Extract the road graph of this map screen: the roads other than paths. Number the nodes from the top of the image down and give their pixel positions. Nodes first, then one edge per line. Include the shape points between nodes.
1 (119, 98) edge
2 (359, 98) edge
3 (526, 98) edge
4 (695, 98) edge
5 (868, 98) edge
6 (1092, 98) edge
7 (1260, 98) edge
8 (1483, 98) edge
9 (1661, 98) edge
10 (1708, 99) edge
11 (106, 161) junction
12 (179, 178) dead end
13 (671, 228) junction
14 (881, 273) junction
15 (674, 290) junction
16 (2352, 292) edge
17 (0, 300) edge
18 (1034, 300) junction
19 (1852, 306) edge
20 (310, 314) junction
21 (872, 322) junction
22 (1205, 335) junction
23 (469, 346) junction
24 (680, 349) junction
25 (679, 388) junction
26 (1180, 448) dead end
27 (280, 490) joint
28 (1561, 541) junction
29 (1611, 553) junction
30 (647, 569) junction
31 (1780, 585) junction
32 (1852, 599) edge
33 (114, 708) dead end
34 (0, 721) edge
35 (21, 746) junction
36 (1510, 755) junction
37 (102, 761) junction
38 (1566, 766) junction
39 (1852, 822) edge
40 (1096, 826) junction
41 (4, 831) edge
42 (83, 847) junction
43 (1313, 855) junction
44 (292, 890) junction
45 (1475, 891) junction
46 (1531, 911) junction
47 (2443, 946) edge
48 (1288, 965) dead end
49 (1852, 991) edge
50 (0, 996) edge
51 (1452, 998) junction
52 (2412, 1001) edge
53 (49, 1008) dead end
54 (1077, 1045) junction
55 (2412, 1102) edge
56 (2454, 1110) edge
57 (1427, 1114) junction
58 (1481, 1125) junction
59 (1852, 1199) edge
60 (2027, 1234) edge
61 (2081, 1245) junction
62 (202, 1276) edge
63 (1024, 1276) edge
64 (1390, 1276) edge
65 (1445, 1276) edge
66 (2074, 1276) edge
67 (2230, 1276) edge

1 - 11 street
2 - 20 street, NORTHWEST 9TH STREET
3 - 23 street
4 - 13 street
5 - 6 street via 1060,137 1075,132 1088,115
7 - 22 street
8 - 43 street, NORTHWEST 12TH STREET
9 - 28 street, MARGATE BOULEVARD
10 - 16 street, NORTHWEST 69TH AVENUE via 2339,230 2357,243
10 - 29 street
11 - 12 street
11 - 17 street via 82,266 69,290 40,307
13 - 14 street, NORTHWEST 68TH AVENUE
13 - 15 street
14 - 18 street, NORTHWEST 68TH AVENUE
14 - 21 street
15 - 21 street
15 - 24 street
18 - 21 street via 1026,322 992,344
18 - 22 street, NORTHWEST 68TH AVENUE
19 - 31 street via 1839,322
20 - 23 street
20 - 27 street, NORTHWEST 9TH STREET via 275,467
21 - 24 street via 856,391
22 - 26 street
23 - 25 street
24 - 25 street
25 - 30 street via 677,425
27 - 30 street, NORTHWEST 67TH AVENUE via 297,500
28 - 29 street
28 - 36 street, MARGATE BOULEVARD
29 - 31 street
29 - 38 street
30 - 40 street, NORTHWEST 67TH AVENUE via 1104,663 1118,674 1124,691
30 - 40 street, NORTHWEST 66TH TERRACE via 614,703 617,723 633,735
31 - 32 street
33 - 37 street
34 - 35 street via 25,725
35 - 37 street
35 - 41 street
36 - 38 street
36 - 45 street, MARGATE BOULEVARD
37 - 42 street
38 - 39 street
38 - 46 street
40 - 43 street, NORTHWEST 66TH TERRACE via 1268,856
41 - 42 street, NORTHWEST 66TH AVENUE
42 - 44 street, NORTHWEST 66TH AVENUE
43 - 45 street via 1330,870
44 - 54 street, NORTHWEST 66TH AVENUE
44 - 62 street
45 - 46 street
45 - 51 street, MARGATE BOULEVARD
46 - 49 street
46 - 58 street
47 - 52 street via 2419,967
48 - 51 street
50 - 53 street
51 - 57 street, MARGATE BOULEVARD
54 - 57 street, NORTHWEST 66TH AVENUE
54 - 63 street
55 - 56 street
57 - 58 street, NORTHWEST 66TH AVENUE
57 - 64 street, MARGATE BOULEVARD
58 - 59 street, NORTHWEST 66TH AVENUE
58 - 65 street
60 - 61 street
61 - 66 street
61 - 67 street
========================================
▶ _Task objective_
Only lines with the string "BOULEVARD" are wanted; please find each one in the listing and copy it.

▶ _Answer area_
9 - 28 street, MARGATE BOULEVARD
28 - 36 street, MARGATE BOULEVARD
36 - 45 street, MARGATE BOULEVARD
45 - 51 street, MARGATE BOULEVARD
51 - 57 street, MARGATE BOULEVARD
57 - 64 street, MARGATE BOULEVARD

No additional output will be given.